In addition, a charging unit connected between the supercapacitor module and the power input/output unit to convert the commercial power into direct current to charge the supercapacitor module, and a charging unit connected between the supercapacitor module and the power input/output unit to convert the auxiliary power into alternating current It is characterized in that it further comprises an auxiliary inverter for converting the output to the elevator.

In addition, each of the plurality of supercapacitors includes a power storage device for storing electrochemical energy, a lower terminal board bonded to a lower portion of the power storage device, and an opening formed on one side, and passing through the opening so that the lower terminal plate faces a bottom surface A tubular case made of a metal material into which the power storage element is inserted, is inserted into the opening of the case and electrically connected to the power storage element, and beading and curling for the upper end of the case and a rubber gasket interposed between the upper terminal board and the upper terminal board and the case.

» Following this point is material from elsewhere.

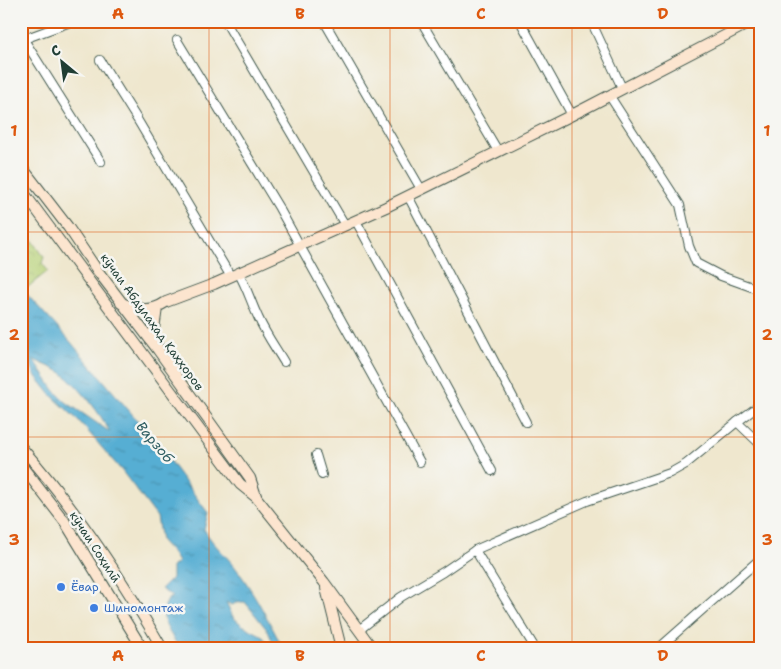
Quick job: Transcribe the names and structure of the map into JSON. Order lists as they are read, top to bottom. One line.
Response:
{"streets":{"main road":["кӯчаи Абдулаҳад Қаҳҳоров","кӯчаи Соҳилӣ"]},"water":["Варзоб"],"places":["Ёвар","Шиномонтаж"],"north":"top left","grid":{"columns":["A","B","C","D"],"rows":["1","2","3"]}}
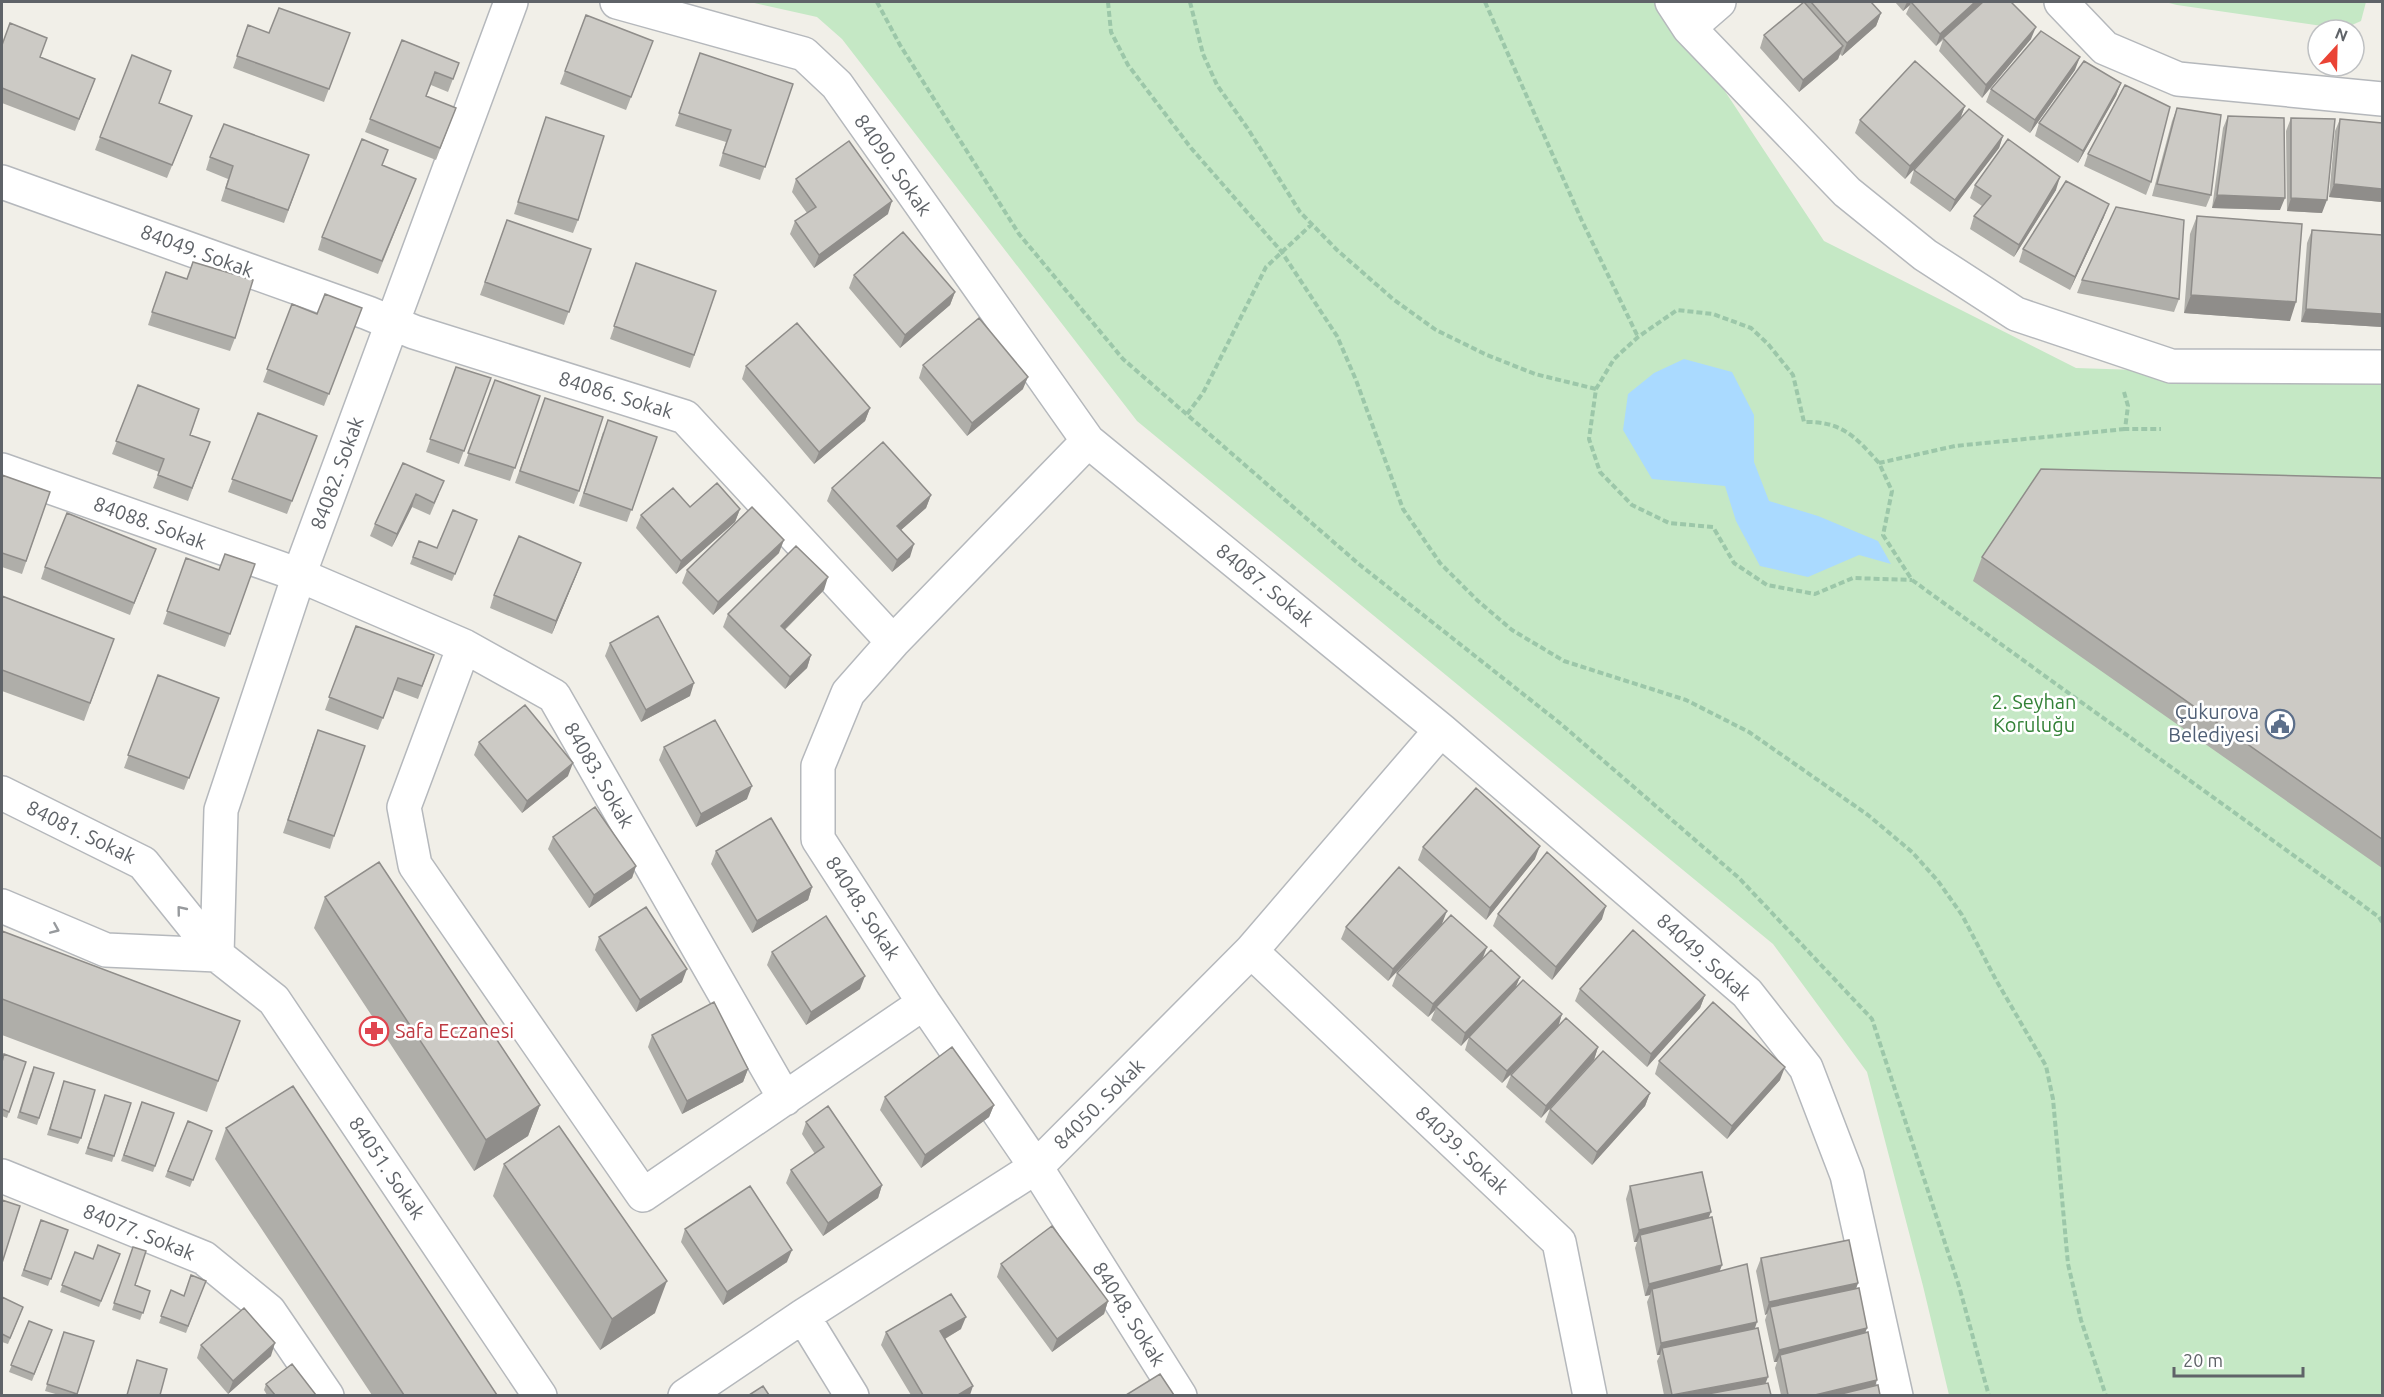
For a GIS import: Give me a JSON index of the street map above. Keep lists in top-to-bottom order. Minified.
{"streets":{"street":["84090. Sokak","84049. Sokak","84086. Sokak","84082. Sokak","84088. Sokak","84087. Sokak","84083. Sokak","84081. Sokak","84048. Sokak","84050. Sokak","84039. Sokak","84051. Sokak","84077. Sokak"]},"crossings":[["84090. Sokak","84087. Sokak"],["84090. Sokak","84048. Sokak"],["84049. Sokak","84086. Sokak"],["84049. Sokak","84082. Sokak"],["84049. Sokak","84087. Sokak"],["84049. Sokak","84050. Sokak"],["84086. Sokak","84082. Sokak"],["84086. Sokak","84048. Sokak"],["84082. Sokak","84088. Sokak"],["84082. Sokak","84083. Sokak"],["84082. Sokak","84081. Sokak"],["84082. Sokak","84051. Sokak"],["84088. Sokak","84083. Sokak"],["84087. Sokak","84048. Sokak"],["84087. Sokak","84050. Sokak"],["84081. Sokak","84051. Sokak"],["84048. Sokak","84050. Sokak"],["84050. Sokak","84039. Sokak"]],"one_way":["84081. Sokak"],"parks":["2. Seyhan Koruluğu"],"places":{"public building":["Çukurova Belediyesi"],"pharmacy":["Safa Eczanesi"]},"scale_bar":"20 m","north":"top"}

In addition, the power storage device includes a wound electrode stack including an anode, a separator, a cathode, and an electrolyte, a bottom inner plate interposed between a lower portion and a lower terminal plate of the electrode stack body and bonded thereto, and upper and upper portions of the electrode stack body It characterized in that it comprises a top inner plate is interposed between the terminal plates are joined.

The upper terminal board has a terminal formed therein, a terminal board body having a fastening hole formed in the center portion, is attached to the upper surface of the terminal board body outside the fastening hole, and the edge of the gasket and the upper end of the curled case are in close contact with each other. It is characterized in that it comprises a gas discharge part which is fastened to the fixed insulating plate and the fastening hole, and for discharging the gas generated inside the case to the outside through the fastening hole.

The emergency rescue operation device for an elevator according to the present invention uses a supercapacitor module instead of a battery used in a conventional emergency rescue operation device to effectively charge/discharge and increase service life.

1 is a view for explaining an elevator system including an emergency rescue operation device according to an embodiment of the present invention.
FIG. 2 is a view for explaining an emergency rescue operation device including the supercapacitor module of FIG. 1 .
FIG. 3 is a view for explaining a supercapacitor of the supercapacitor module of FIG. 2 .
FIG. 4 is an enlarged view of part A of FIG. 3 , and is a view for explaining a state in which the upper terminal plate is fixed to the upper part of the case.
FIG. 5 is a view for explaining the gas discharge unit of FIG. 4 .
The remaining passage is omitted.